### Work to be completed
Print the data below again in full, exactly as it stands, with no images.

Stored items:
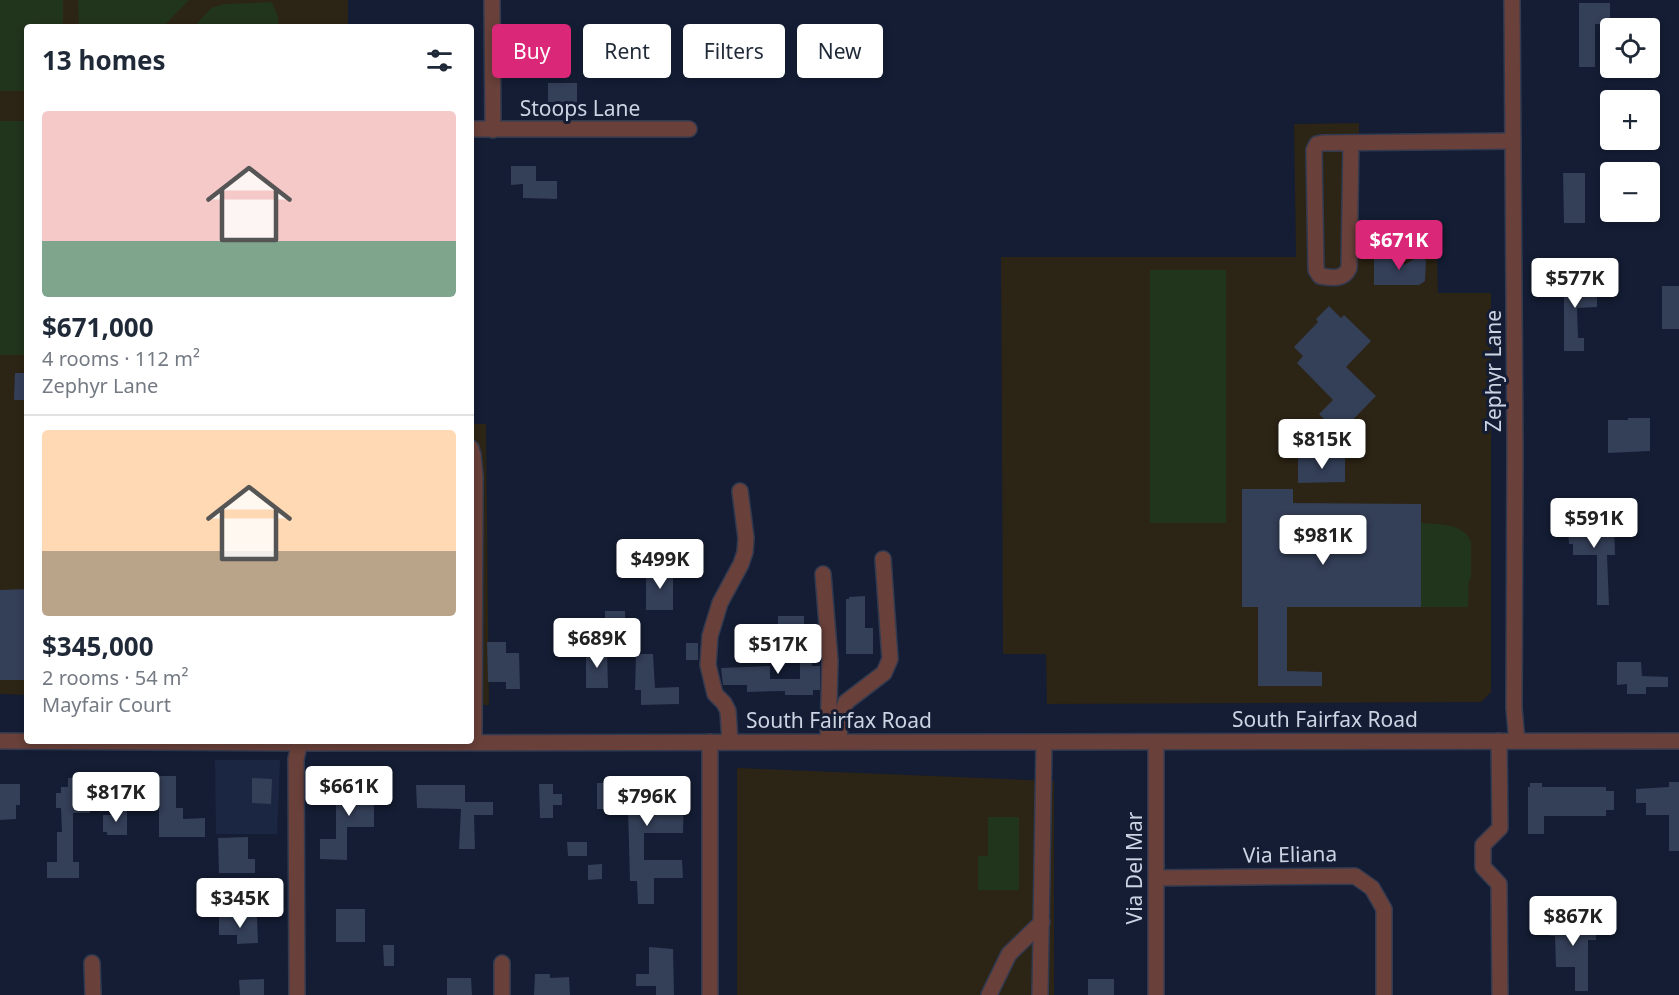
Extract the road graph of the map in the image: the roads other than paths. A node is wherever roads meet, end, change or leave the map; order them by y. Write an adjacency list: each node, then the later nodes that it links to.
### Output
1 (492, 0): 5 (street)
2 (1512, 0): 6 (street, Zephyr Lane)
3 (474, 129): 5 (street, Stoops Lane)
4 (689, 129): 5 (street, Stoops Lane)
5 (493, 130)
6 (1513, 141): 7 (street); 15 (street, Zephyr Lane)
7 (1351, 143): 7 (street)
8 (474, 466): 17 (street)
9 (740, 491): 19 (street)
10 (884, 559): 20 (street)
11 (824, 574): 20 (street)
12 (0, 741): 13 (street, South Fairfax Road)
13 (24, 741)
14 (1500, 741): 15 (street, South Fairfax Road); 22 (street, South Fairfax Road); 36 (street)
15 (1517, 741): 16 (street, South Fairfax Road)
16 (1679, 741)
17 (474, 742): 18 (street, South Fairfax Road)
18 (710, 742): 19 (street, South Fairfax Road); 31 (street)
19 (730, 742): 20 (street, South Fairfax Road)
20 (833, 742): 21 (street, South Fairfax Road)
21 (1044, 742): 22 (street, South Fairfax Road); 25 (street)
22 (1156, 742): 24 (street, Via Del Mar)
23 (300, 744): 29 (street)
24 (1156, 878): 34 (street, Via Del Mar); 35 (street, Via Eliana)
25 (1042, 922): 32 (street); 33 (street)
26 (92, 963): 28 (street)
27 (502, 963): 30 (street)
28 (93, 995)
29 (297, 995)
30 (502, 995)
31 (710, 995)
32 (989, 995)
33 (1040, 995)
34 (1156, 995)
35 (1384, 995)
36 (1500, 995)

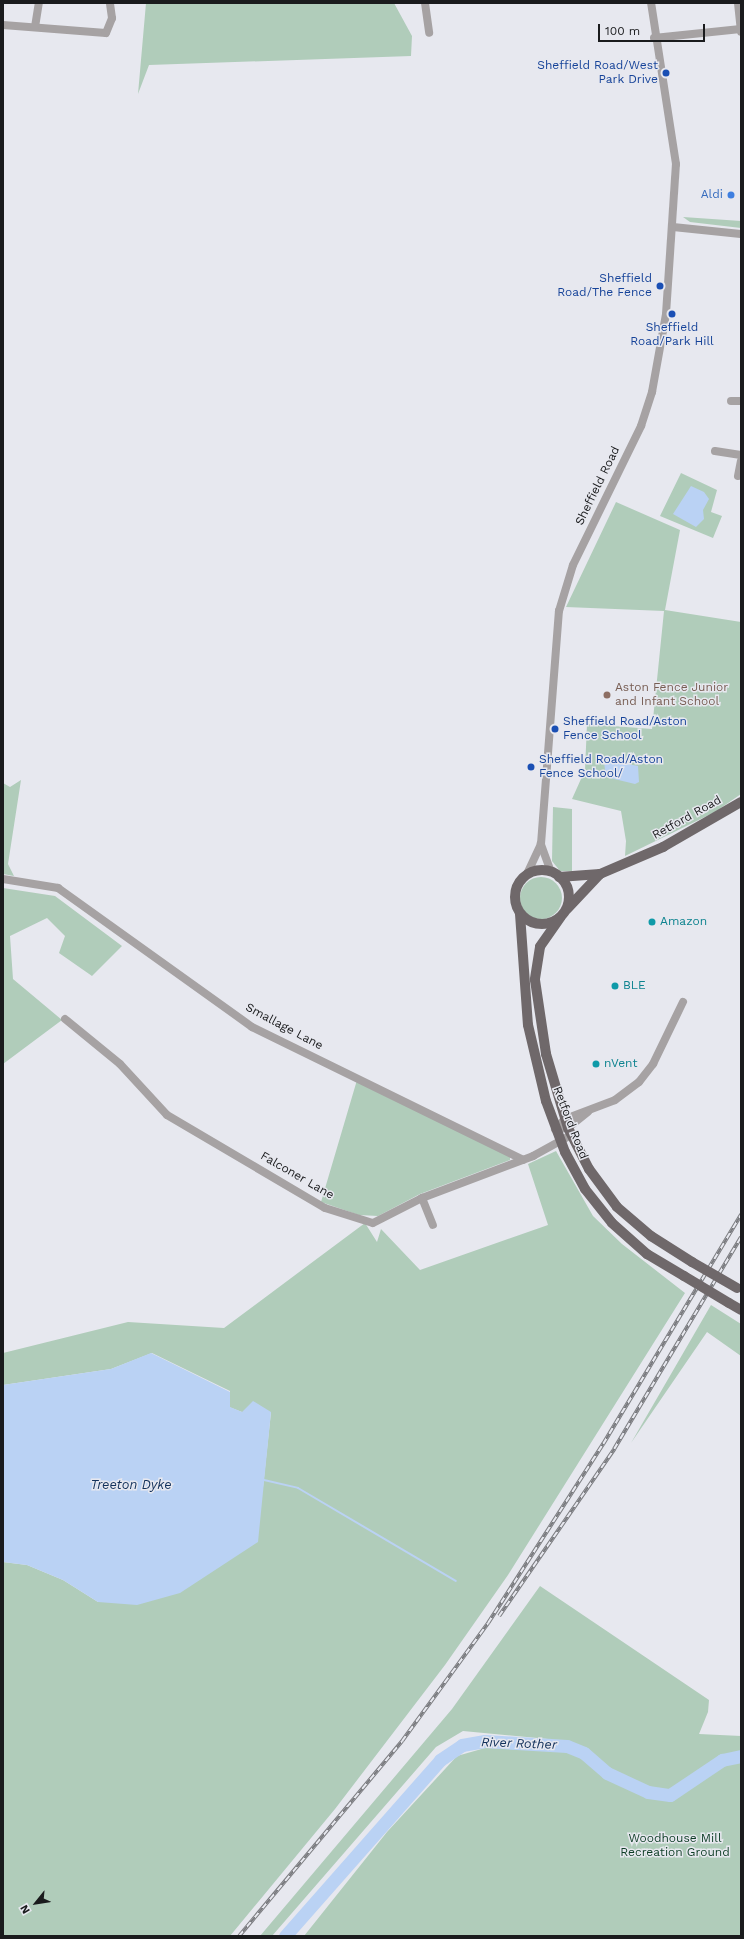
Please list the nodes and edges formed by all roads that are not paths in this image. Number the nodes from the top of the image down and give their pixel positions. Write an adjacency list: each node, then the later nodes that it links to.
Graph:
1 (39, 3): 7 (street)
2 (110, 3): 7 (street)
3 (425, 3): 10 (street)
4 (651, 3): 11 (street, Sheffield Road)
5 (738, 3): 8 (street)
6 (3, 25): 7 (street)
7 (35, 27)
8 (741, 29): 9 (street); 11 (street)
9 (741, 32)
10 (429, 33)
11 (654, 38): 12 (street, Sheffield Road)
12 (673, 227): 13 (street); 21 (street, Sheffield Road)
13 (741, 234)
14 (731, 401): 15 (street)
15 (741, 401)
16 (715, 451): 17 (street)
17 (741, 455)
18 (741, 461): 19 (street)
19 (738, 476)
20 (741, 802): 24 (main road, Retford Road)
21 (541, 844): 22 (street, Sheffield Road); 23 (street, Sheffield Road)
22 (527, 874): 23 (main road); 26 (main road)
23 (555, 874): 24 (main road, Retford Road); 27 (main road)
24 (600, 874): 27 (main road, Retford Road)
25 (3, 879): 33 (street, Smallage Lane)
26 (520, 914): 27 (main road); 31 (main road, Retford Road)
27 (563, 914): 30 (main road, Retford Road)
28 (683, 1002): 30 (street, Falconer Lane)
29 (65, 1019): 34 (street, Falconer Lane)
30 (568, 1127): 31 (street); 32 (street, Falconer Lane); 36 (main road, Retford Road, bridge)
31 (555, 1129): 32 (main road, Retford Road)
32 (560, 1141): 33 (street, Falconer Lane); 37 (main road, Retford Road, bridge)
33 (523, 1160): 34 (street, Falconer Lane)
34 (422, 1198): 35 (street)
35 (432, 1225)
36 (739, 1289)
37 (741, 1310)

### Written solution
Extract the road graph of the map in the image: the roads other than paths. A node is wherever roads meet, end, change or leave the map; order them by y. Write an adjacency list: each node, then the later nodes that it links to.
### Output
1 (492, 0): 5 (street)
2 (1512, 0): 6 (street, Zephyr Lane)
3 (474, 129): 5 (street, Stoops Lane)
4 (689, 129): 5 (street, Stoops Lane)
5 (493, 130)
6 (1513, 141): 7 (street); 15 (street, Zephyr Lane)
7 (1351, 143): 7 (street)
8 (474, 466): 17 (street)
9 (740, 491): 19 (street)
10 (884, 559): 20 (street)
11 (824, 574): 20 (street)
12 (0, 741): 13 (street, South Fairfax Road)
13 (24, 741)
14 (1500, 741): 15 (street, South Fairfax Road); 22 (street, South Fairfax Road); 36 (street)
15 (1517, 741): 16 (street, South Fairfax Road)
16 (1679, 741)
17 (474, 742): 18 (street, South Fairfax Road)
18 (710, 742): 19 (street, South Fairfax Road); 31 (street)
19 (730, 742): 20 (street, South Fairfax Road)
20 (833, 742): 21 (street, South Fairfax Road)
21 (1044, 742): 22 (street, South Fairfax Road); 25 (street)
22 (1156, 742): 24 (street, Via Del Mar)
23 (300, 744): 29 (street)
24 (1156, 878): 34 (street, Via Del Mar); 35 (street, Via Eliana)
25 (1042, 922): 32 (street); 33 (street)
26 (92, 963): 28 (street)
27 (502, 963): 30 (street)
28 (93, 995)
29 (297, 995)
30 (502, 995)
31 (710, 995)
32 (989, 995)
33 (1040, 995)
34 (1156, 995)
35 (1384, 995)
36 (1500, 995)

Please list the nodes and edges formed by all roads that are not paths in this image. Number the nodes from the top of the image down and give their pixel positions. Write an adjacency list: each node, then the later nodes that it links to.
Graph:
1 (39, 3): 7 (street)
2 (110, 3): 7 (street)
3 (425, 3): 10 (street)
4 (651, 3): 11 (street, Sheffield Road)
5 (738, 3): 8 (street)
6 (3, 25): 7 (street)
7 (35, 27)
8 (741, 29): 9 (street); 11 (street)
9 (741, 32)
10 (429, 33)
11 (654, 38): 12 (street, Sheffield Road)
12 (673, 227): 13 (street); 21 (street, Sheffield Road)
13 (741, 234)
14 (731, 401): 15 (street)
15 (741, 401)
16 (715, 451): 17 (street)
17 (741, 455)
18 (741, 461): 19 (street)
19 (738, 476)
20 (741, 802): 24 (main road, Retford Road)
21 (541, 844): 22 (street, Sheffield Road); 23 (street, Sheffield Road)
22 (527, 874): 23 (main road); 26 (main road)
23 (555, 874): 24 (main road, Retford Road); 27 (main road)
24 (600, 874): 27 (main road, Retford Road)
25 (3, 879): 33 (street, Smallage Lane)
26 (520, 914): 27 (main road); 31 (main road, Retford Road)
27 (563, 914): 30 (main road, Retford Road)
28 (683, 1002): 30 (street, Falconer Lane)
29 (65, 1019): 34 (street, Falconer Lane)
30 (568, 1127): 31 (street); 32 (street, Falconer Lane); 36 (main road, Retford Road, bridge)
31 (555, 1129): 32 (main road, Retford Road)
32 (560, 1141): 33 (street, Falconer Lane); 37 (main road, Retford Road, bridge)
33 (523, 1160): 34 (street, Falconer Lane)
34 (422, 1198): 35 (street)
35 (432, 1225)
36 (739, 1289)
37 (741, 1310)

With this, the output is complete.